Collected data:

════

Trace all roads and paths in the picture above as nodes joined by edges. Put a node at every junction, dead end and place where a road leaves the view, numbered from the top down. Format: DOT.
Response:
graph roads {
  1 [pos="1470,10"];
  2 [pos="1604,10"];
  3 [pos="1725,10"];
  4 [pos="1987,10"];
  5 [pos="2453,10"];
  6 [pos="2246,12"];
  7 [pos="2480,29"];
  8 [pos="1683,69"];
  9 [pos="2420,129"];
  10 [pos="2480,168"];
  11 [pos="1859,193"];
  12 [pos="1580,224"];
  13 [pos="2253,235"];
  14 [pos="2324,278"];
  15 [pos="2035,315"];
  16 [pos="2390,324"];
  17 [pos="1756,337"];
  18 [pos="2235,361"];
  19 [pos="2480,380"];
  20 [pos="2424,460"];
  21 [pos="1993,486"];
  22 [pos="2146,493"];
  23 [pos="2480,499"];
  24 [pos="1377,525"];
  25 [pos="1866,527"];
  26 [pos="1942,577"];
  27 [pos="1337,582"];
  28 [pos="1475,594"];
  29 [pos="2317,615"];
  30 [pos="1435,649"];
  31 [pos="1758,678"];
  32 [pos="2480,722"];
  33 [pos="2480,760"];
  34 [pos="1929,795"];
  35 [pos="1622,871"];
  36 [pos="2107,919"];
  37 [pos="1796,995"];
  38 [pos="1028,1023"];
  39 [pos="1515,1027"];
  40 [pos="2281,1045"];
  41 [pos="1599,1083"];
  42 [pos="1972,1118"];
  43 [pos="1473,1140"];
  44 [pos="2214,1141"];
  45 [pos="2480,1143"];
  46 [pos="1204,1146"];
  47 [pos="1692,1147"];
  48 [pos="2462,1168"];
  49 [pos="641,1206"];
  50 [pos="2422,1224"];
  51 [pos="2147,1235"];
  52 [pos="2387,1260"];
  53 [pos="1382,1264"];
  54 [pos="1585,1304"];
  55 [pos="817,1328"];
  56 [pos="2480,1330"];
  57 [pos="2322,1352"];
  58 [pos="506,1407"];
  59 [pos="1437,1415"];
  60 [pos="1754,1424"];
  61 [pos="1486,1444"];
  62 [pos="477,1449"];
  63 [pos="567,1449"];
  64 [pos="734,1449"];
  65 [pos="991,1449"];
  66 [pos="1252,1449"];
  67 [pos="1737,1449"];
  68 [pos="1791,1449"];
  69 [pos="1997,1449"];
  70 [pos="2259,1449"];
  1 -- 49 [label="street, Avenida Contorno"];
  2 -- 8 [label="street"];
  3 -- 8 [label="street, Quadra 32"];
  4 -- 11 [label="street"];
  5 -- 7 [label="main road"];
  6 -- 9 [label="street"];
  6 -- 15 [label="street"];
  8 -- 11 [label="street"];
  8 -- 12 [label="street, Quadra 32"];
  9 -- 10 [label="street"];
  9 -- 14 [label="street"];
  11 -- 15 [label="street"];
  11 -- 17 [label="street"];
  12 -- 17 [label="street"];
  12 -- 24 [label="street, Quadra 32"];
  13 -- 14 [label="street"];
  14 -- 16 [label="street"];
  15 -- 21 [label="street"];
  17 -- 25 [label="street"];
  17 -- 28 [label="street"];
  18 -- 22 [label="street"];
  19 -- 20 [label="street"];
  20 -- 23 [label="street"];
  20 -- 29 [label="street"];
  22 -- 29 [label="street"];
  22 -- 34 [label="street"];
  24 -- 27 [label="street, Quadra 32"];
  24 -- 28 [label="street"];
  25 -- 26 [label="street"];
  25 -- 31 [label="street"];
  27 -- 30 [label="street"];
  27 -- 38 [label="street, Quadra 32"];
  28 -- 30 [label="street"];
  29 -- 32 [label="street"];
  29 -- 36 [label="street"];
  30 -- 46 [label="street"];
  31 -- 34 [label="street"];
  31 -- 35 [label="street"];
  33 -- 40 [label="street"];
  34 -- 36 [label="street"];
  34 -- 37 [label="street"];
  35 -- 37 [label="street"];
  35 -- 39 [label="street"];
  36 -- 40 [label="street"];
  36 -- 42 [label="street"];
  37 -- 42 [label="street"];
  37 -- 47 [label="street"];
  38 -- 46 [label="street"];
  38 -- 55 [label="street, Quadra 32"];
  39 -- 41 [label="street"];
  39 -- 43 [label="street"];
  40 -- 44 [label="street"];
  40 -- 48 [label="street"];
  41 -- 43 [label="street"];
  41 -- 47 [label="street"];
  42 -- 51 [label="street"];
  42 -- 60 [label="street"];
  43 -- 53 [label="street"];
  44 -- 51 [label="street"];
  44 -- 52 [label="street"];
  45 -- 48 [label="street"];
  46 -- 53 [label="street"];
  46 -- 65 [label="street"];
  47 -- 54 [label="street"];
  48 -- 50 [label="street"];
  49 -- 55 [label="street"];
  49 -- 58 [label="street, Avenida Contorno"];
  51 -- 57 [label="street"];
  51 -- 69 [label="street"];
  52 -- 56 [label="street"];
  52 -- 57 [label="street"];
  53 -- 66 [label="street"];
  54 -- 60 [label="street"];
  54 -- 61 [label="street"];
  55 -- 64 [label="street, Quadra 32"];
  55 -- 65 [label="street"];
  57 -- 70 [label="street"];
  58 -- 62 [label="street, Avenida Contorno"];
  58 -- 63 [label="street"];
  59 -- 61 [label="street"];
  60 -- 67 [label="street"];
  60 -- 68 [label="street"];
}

════

(HOW TO COMPLETE THIS TASK) From the data above, output every line exactly.

(FINISHED TASK)
Trace all roads and paths in the picture above as nodes joined by edges. Put a node at every junction, dead end and place where a road leaves the view, numbered from the top down. Format: DOT.
Response:
graph roads {
  1 [pos="1470,10"];
  2 [pos="1604,10"];
  3 [pos="1725,10"];
  4 [pos="1987,10"];
  5 [pos="2453,10"];
  6 [pos="2246,12"];
  7 [pos="2480,29"];
  8 [pos="1683,69"];
  9 [pos="2420,129"];
  10 [pos="2480,168"];
  11 [pos="1859,193"];
  12 [pos="1580,224"];
  13 [pos="2253,235"];
  14 [pos="2324,278"];
  15 [pos="2035,315"];
  16 [pos="2390,324"];
  17 [pos="1756,337"];
  18 [pos="2235,361"];
  19 [pos="2480,380"];
  20 [pos="2424,460"];
  21 [pos="1993,486"];
  22 [pos="2146,493"];
  23 [pos="2480,499"];
  24 [pos="1377,525"];
  25 [pos="1866,527"];
  26 [pos="1942,577"];
  27 [pos="1337,582"];
  28 [pos="1475,594"];
  29 [pos="2317,615"];
  30 [pos="1435,649"];
  31 [pos="1758,678"];
  32 [pos="2480,722"];
  33 [pos="2480,760"];
  34 [pos="1929,795"];
  35 [pos="1622,871"];
  36 [pos="2107,919"];
  37 [pos="1796,995"];
  38 [pos="1028,1023"];
  39 [pos="1515,1027"];
  40 [pos="2281,1045"];
  41 [pos="1599,1083"];
  42 [pos="1972,1118"];
  43 [pos="1473,1140"];
  44 [pos="2214,1141"];
  45 [pos="2480,1143"];
  46 [pos="1204,1146"];
  47 [pos="1692,1147"];
  48 [pos="2462,1168"];
  49 [pos="641,1206"];
  50 [pos="2422,1224"];
  51 [pos="2147,1235"];
  52 [pos="2387,1260"];
  53 [pos="1382,1264"];
  54 [pos="1585,1304"];
  55 [pos="817,1328"];
  56 [pos="2480,1330"];
  57 [pos="2322,1352"];
  58 [pos="506,1407"];
  59 [pos="1437,1415"];
  60 [pos="1754,1424"];
  61 [pos="1486,1444"];
  62 [pos="477,1449"];
  63 [pos="567,1449"];
  64 [pos="734,1449"];
  65 [pos="991,1449"];
  66 [pos="1252,1449"];
  67 [pos="1737,1449"];
  68 [pos="1791,1449"];
  69 [pos="1997,1449"];
  70 [pos="2259,1449"];
  1 -- 49 [label="street, Avenida Contorno"];
  2 -- 8 [label="street"];
  3 -- 8 [label="street, Quadra 32"];
  4 -- 11 [label="street"];
  5 -- 7 [label="main road"];
  6 -- 9 [label="street"];
  6 -- 15 [label="street"];
  8 -- 11 [label="street"];
  8 -- 12 [label="street, Quadra 32"];
  9 -- 10 [label="street"];
  9 -- 14 [label="street"];
  11 -- 15 [label="street"];
  11 -- 17 [label="street"];
  12 -- 17 [label="street"];
  12 -- 24 [label="street, Quadra 32"];
  13 -- 14 [label="street"];
  14 -- 16 [label="street"];
  15 -- 21 [label="street"];
  17 -- 25 [label="street"];
  17 -- 28 [label="street"];
  18 -- 22 [label="street"];
  19 -- 20 [label="street"];
  20 -- 23 [label="street"];
  20 -- 29 [label="street"];
  22 -- 29 [label="street"];
  22 -- 34 [label="street"];
  24 -- 27 [label="street, Quadra 32"];
  24 -- 28 [label="street"];
  25 -- 26 [label="street"];
  25 -- 31 [label="street"];
  27 -- 30 [label="street"];
  27 -- 38 [label="street, Quadra 32"];
  28 -- 30 [label="street"];
  29 -- 32 [label="street"];
  29 -- 36 [label="street"];
  30 -- 46 [label="street"];
  31 -- 34 [label="street"];
  31 -- 35 [label="street"];
  33 -- 40 [label="street"];
  34 -- 36 [label="street"];
  34 -- 37 [label="street"];
  35 -- 37 [label="street"];
  35 -- 39 [label="street"];
  36 -- 40 [label="street"];
  36 -- 42 [label="street"];
  37 -- 42 [label="street"];
  37 -- 47 [label="street"];
  38 -- 46 [label="street"];
  38 -- 55 [label="street, Quadra 32"];
  39 -- 41 [label="street"];
  39 -- 43 [label="street"];
  40 -- 44 [label="street"];
  40 -- 48 [label="street"];
  41 -- 43 [label="street"];
  41 -- 47 [label="street"];
  42 -- 51 [label="street"];
  42 -- 60 [label="street"];
  43 -- 53 [label="street"];
  44 -- 51 [label="street"];
  44 -- 52 [label="street"];
  45 -- 48 [label="street"];
  46 -- 53 [label="street"];
  46 -- 65 [label="street"];
  47 -- 54 [label="street"];
  48 -- 50 [label="street"];
  49 -- 55 [label="street"];
  49 -- 58 [label="street, Avenida Contorno"];
  51 -- 57 [label="street"];
  51 -- 69 [label="street"];
  52 -- 56 [label="street"];
  52 -- 57 [label="street"];
  53 -- 66 [label="street"];
  54 -- 60 [label="street"];
  54 -- 61 [label="street"];
  55 -- 64 [label="street, Quadra 32"];
  55 -- 65 [label="street"];
  57 -- 70 [label="street"];
  58 -- 62 [label="street, Avenida Contorno"];
  58 -- 63 [label="street"];
  59 -- 61 [label="street"];
  60 -- 67 [label="street"];
  60 -- 68 [label="street"];
}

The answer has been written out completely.